▶ **Work item**
Collect each line of the entries that holds the string "Florida".

▶ **Extracted information**
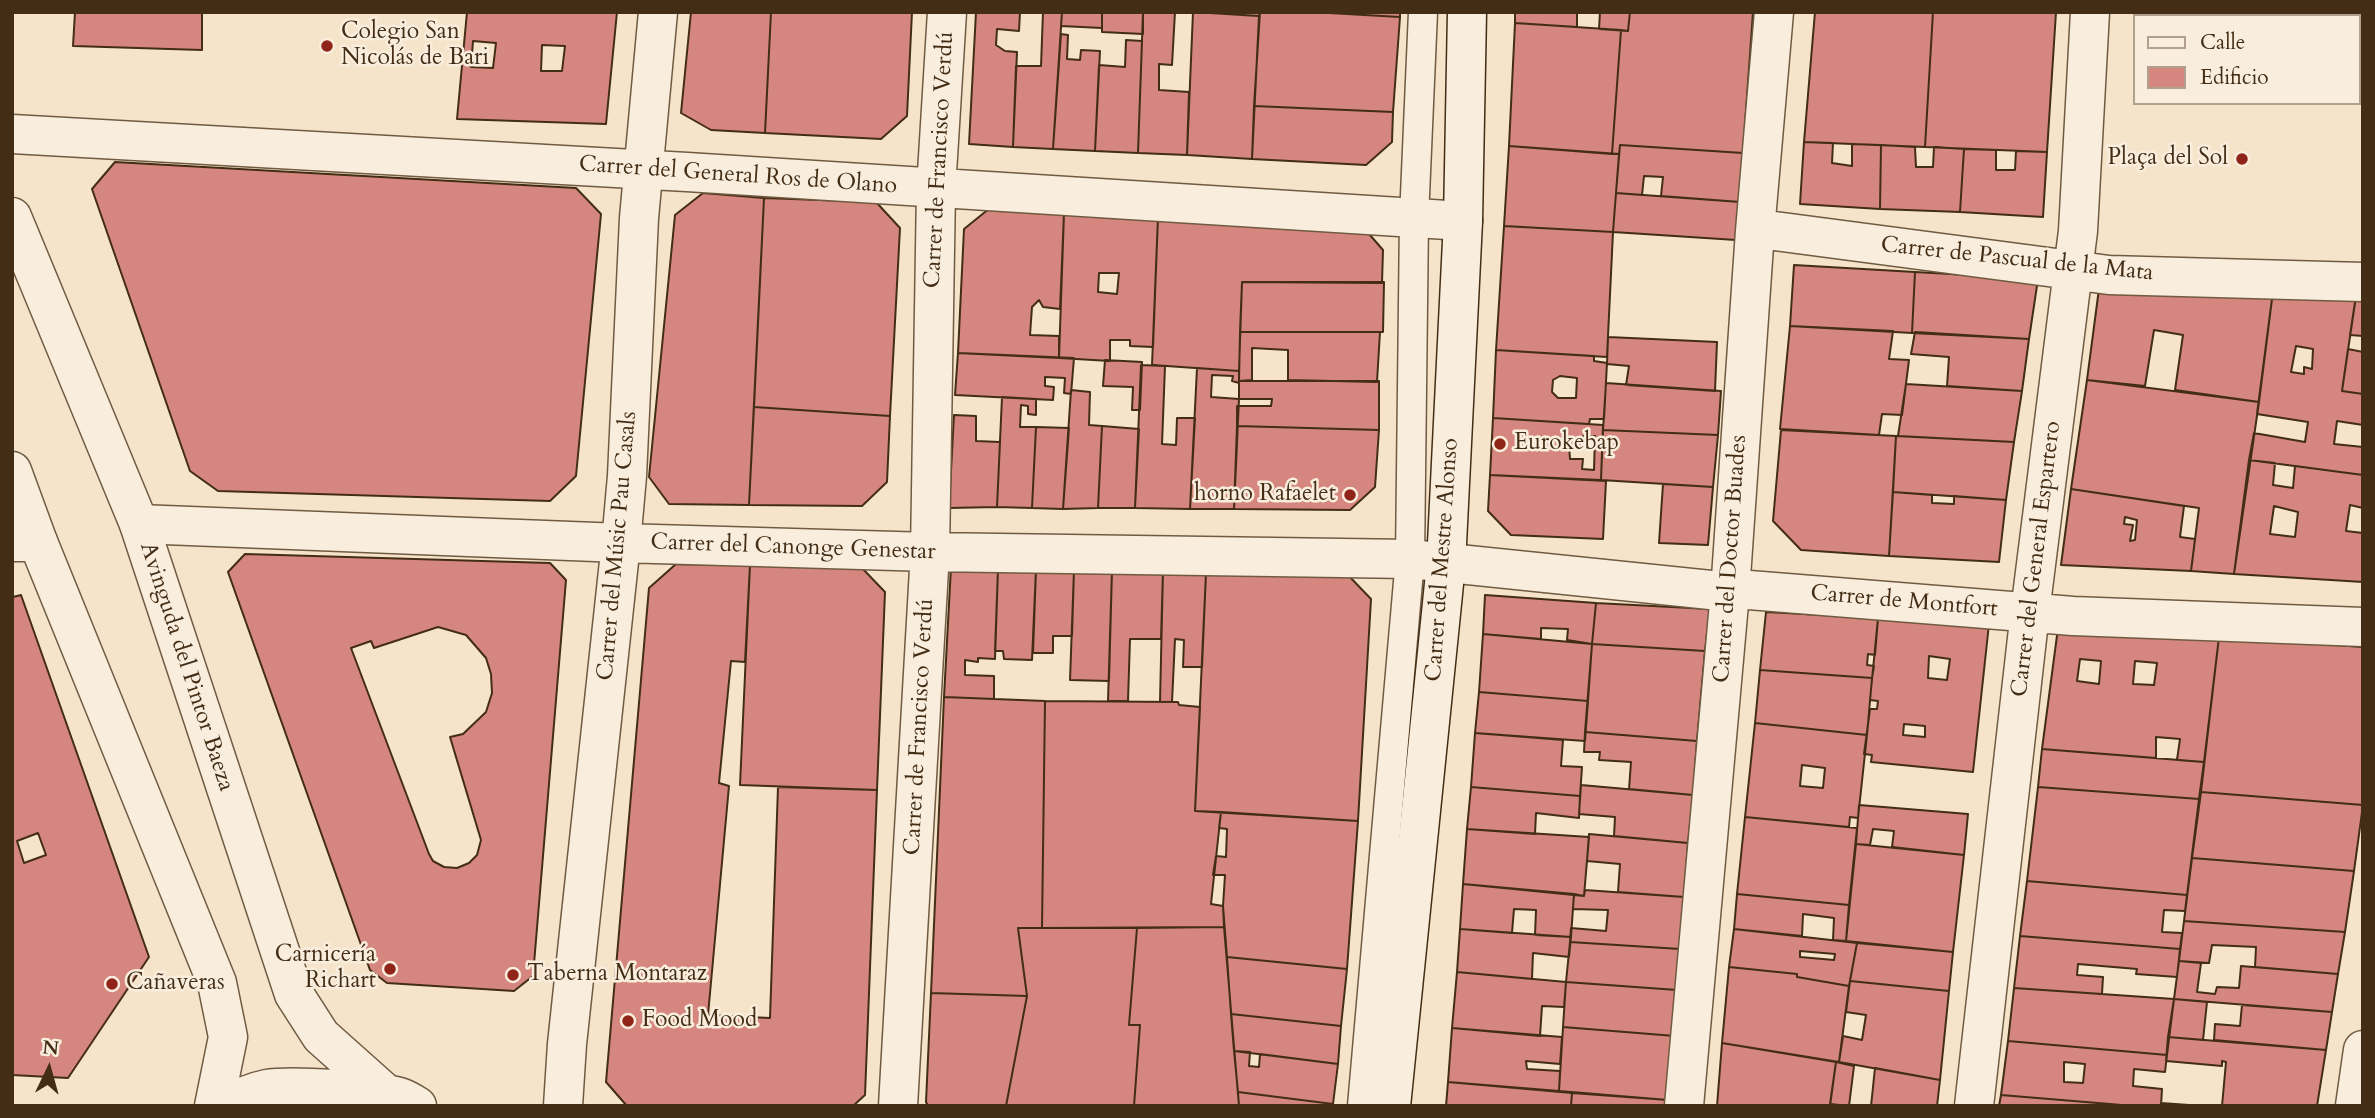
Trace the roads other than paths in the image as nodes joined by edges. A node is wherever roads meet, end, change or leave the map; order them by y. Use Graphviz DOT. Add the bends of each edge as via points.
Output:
graph roads {
  1 [pos="658,12"];
  2 [pos="947,12"];
  3 [pos="1423,12"];
  4 [pos="1467,12"];
  5 [pos="1774,12"];
  6 [pos="2090,12"];
  7 [pos="12,134"];
  8 [pos="644,170"];
  9 [pos="936,189"];
  10 [pos="12,217"];
  11 [pos="1414,218"];
  12 [pos="1463,221"];
  13 [pos="1755,231"];
  14 [pos="2072,271"];
  15 [pos="2363,282"];
  16 [pos="12,471"];
  17 [pos="139,524"];
  18 [pos="25,542"];
  19 [pos="621,543"];
  20 [pos="930,552"];
  21 [pos="1428,561"];
  22 [pos="1730,592"];
  23 [pos="2030,612"];
  24 [pos="2363,627"];
  25 [pos="2363,1050"];
  26 [pos="557,1097"];
  27 [pos="402,1100"];
  28 [pos="214,1106"];
  29 [pos="227,1106"];
  30 [pos="898,1106"];
  31 [pos="1362,1106"];
  32 [pos="1391,1106"];
  33 [pos="1684,1106"];
  34 [pos="1973,1106"];
  35 [pos="2355,1106"];
  1 -- 8 [label="street, Carrer del Músic Pau Casals"];
  2 -- 9 [label="street, Carrer de Francisco Verdú"];
  3 -- 11 [label="lane, Carrer del Mestre Alonso"];
  4 -- 12 [label="street, Carrer del Mestre Alonso"];
  5 -- 13 [label="street, Carrer del Doctor Buades"];
  6 -- 14 [label="street, Carrer del General Espartero"];
  7 -- 8 [label="street, Carrer del General Ros de Olano"];
  8 -- 9 [label="street, Carrer del General Ros de Olano"];
  8 -- 19 [label="street, Carrer del Músic Pau Casals"];
  9 -- 11 [label="street, Carrer del General Ros de Olano"];
  9 -- 20 [label="street, Carrer de Francisco Verdú"];
  10 -- 17 [label="street, Avinguda del Pintor Baeza"];
  11 -- 12 [label="street, Carrer del General Ros de Olano"];
  11 -- 21 [label="lane, Carrer del Mestre Alonso"];
  12 -- 21 [label="street, Carrer del Mestre Alonso"];
  13 -- 14 [label="street, Carrer de Pascual de la Mata"];
  13 -- 22 [label="street, Carrer del Doctor Buades"];
  14 -- 15 [label="street, Carrer de Pascual de la Mata"];
  14 -- 23 [label="street, Carrer del General Espartero"];
  16 -- 18 [label="street"];
  17 -- 19 [label="street, Carrer del Canonge Genestar"];
  17 -- 27 [label="street, Avinguda del Pintor Baeza" via="294,994 321,1036"];
  18 -- 28 [label="street" via="217,983 228,1037"];
  19 -- 20 [label="street, Carrer del Canonge Genestar"];
  19 -- 26 [label="street, Carrer del Músic Pau Casals"];
  20 -- 21 [label="street, Carrer del Canonge Genestar"];
  20 -- 30 [label="street, Carrer de Francisco Verdú"];
  21 -- 22 [label="street, Carrer de Montfort"];
  21 -- 31 [label="lane, Carrer del Mestre Alonso"];
  21 -- 32 [label="street, Carrer del Mestre Alonso"];
  22 -- 23 [label="street, Carrer de Montfort"];
  22 -- 33 [label="street, Carrer del Doctor Buades"];
  23 -- 24 [label="street, Carrer de Montfort"];
  23 -- 34 [label="street, Carrer del General Espartero"];
  25 -- 35 [label="street"];
  27 -- 29 [label="street" via="312,1088 268,1088"];
}
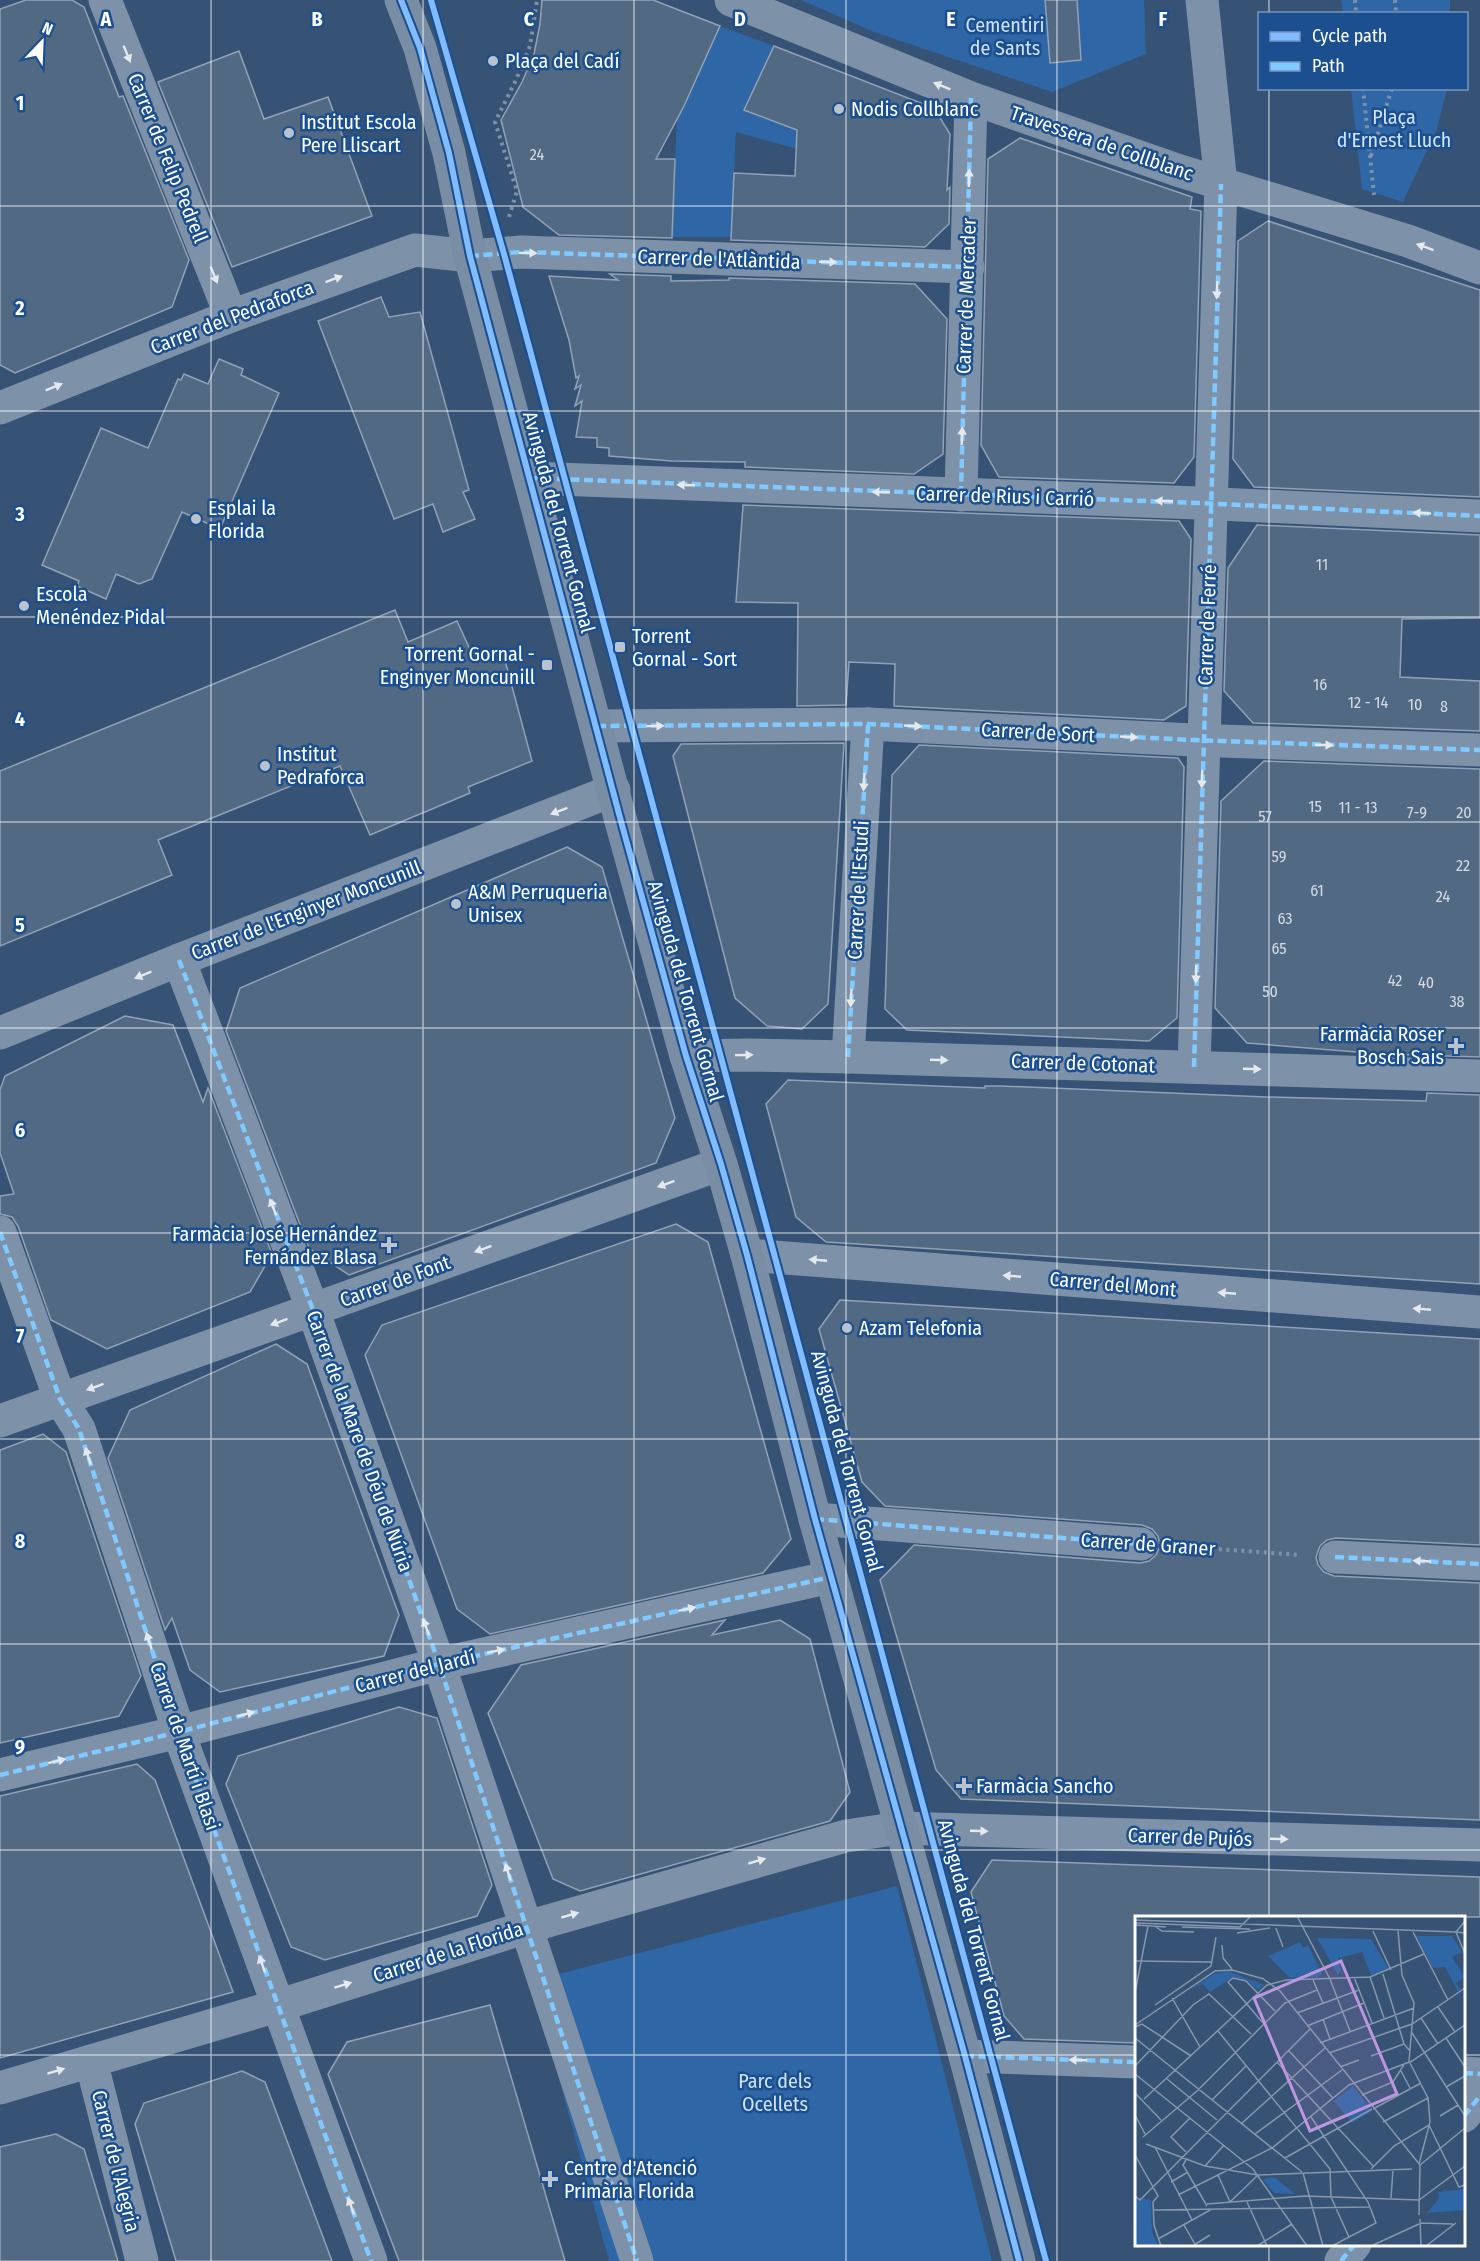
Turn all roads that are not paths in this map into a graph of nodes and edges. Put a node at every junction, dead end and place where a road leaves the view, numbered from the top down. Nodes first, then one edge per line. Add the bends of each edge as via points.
1 (105, 0) edge
2 (400, 0) edge
3 (730, 0) edge
4 (1202, 0) edge
5 (971, 98) junction
6 (1221, 184) junction
7 (470, 256) junction
8 (968, 267) junction
9 (1480, 268) edge
10 (231, 316) junction
11 (0, 408) edge
12 (530, 478) junction
13 (961, 495) junction
14 (1210, 504) junction
15 (1480, 516) edge
16 (868, 724) junction
17 (597, 726) junction
18 (1203, 740) junction
19 (1480, 750) edge
20 (614, 790) junction
21 (179, 960) junction
22 (0, 1034) edge
23 (686, 1056) junction
24 (848, 1057) junction
25 (1194, 1066) junction
26 (1480, 1076) edge
27 (721, 1164) junction
28 (0, 1232) edge
29 (747, 1255) junction
30 (313, 1310) junction
31 (1480, 1312) edge
32 (60, 1400) junction
33 (0, 1421) edge
34 (816, 1519) junction
35 (1140, 1544) road end
36 (1335, 1557) road end
37 (1480, 1564) edge
38 (831, 1577) junction
39 (439, 1664) junction
40 (179, 1732) junction
41 (0, 1775) edge
42 (900, 1828) junction
43 (1480, 1845) edge
44 (527, 1927) junction
45 (277, 2006) junction
46 (965, 2056) junction
47 (91, 2061) junction
48 (1135, 2062) edge
49 (1465, 2073) edge
50 (1480, 2074) edge
51 (0, 2088) edge
52 (1480, 2096) edge
53 (1465, 2115) edge
54 (1353, 2246) edge
55 (142, 2261) edge
56 (371, 2261) edge
57 (637, 2261) edge
58 (1019, 2261) edge
59 (1341, 2261) edge

1 -> 10 street, Carrer de Felip Pedrell
2 - 7 street, Avinguda del Torrent Gornal via 420,48 446,143
5 -> 3 street, Travessera de Collblanc
4 - 6 street, Carrer de Ferré
5 - 6 street, Travessera de Collblanc
8 -> 5 street, Carrer de Mercader
9 -> 6 street, Travessera de Collblanc via 1408,241
6 -> 14 street, Carrer de Ferré
7 -> 8 street, Carrer de l'Atlàntida via 521,252
10 -> 7 street, Carrer del Pedraforca via 415,250
7 - 12 street, Avinguda del Torrent Gornal
13 -> 8 street, Carrer de Mercader
11 -> 10 street, Carrer del Pedraforca
13 -> 12 street, Carrer de Rius i Carrió
12 - 17 street, Avinguda del Torrent Gornal
14 -> 13 street, Carrer de Rius i Carrió
15 -> 14 street, Carrer de Rius i Carrió
14 - 18 street, Carrer de Ferré
17 -> 16 street, Carrer de Sort
16 -> 18 street, Carrer de Sort
16 -> 24 street, Carrer de l'Estudi
17 - 20 street, Avinguda del Torrent Gornal
18 -> 19 street, Carrer de Sort
18 -> 25 street, Carrer de Ferré
20 -> 21 street, Carrer de l'Enginyer Moncunill
20 - 23 street, Avinguda del Torrent Gornal
21 -> 22 street, Carrer de l'Enginyer Moncunill
30 -> 21 street, Carrer de la Mare de Déu de Núria
23 -> 24 street, Carrer de Cotonat
23 - 27 street, Avinguda del Torrent Gornal
24 -> 25 street, Carrer de Cotonat
25 -> 26 street, Carrer de Cotonat
27 - 29 street, Avinguda del Torrent Gornal
27 -> 30 street, Carrer de Font
28 - 32 street, Carrer de Martí i Blasi
31 -> 29 street, Carrer del Mont
29 - 34 street, Avinguda del Torrent Gornal
30 -> 32 street, Carrer de Font
39 -> 30 street, Carrer de la Mare de Déu de Núria
32 - 33 street, Carrer de Font
40 -> 32 street, Carrer de Martí i Blasi via 79,1429
34 - 35 street, Carrer de Graner
34 - 38 street, Avinguda del Torrent Gornal
37 -> 36 street
39 -> 38 street, Carrer del Jardí
38 - 42 street, Avinguda del Torrent Gornal
40 -> 39 street, Carrer del Jardí
44 -> 39 street, Carrer de la Mare de Déu de Núria
41 -> 40 street, Carrer del Jardí
45 -> 40 street, Carrer de Martí i Blasi
42 -> 43 street, Carrer de Pujós
44 -> 42 street, Carrer de la Florida via 846,1836
42 - 46 street, Avinguda del Torrent Gornal
45 -> 44 street, Carrer de la Florida
44 - 57 street
45 - 47 street, Carrer de la Florida
56 -> 45 street, Carrer de Martí i Blasi
48 -> 46 street
46 - 58 street, Avinguda del Torrent Gornal
51 -> 47 street, Carrer de la Florida
47 - 55 street, Carrer de l'Alegria
49 - 50 street
52 - 53 street
54 - 59 street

▶ **Worked solution**
44 -> 42 street, Carrer de la Florida via 846,1836
45 -> 44 street, Carrer de la Florida
45 - 47 street, Carrer de la Florida
51 -> 47 street, Carrer de la Florida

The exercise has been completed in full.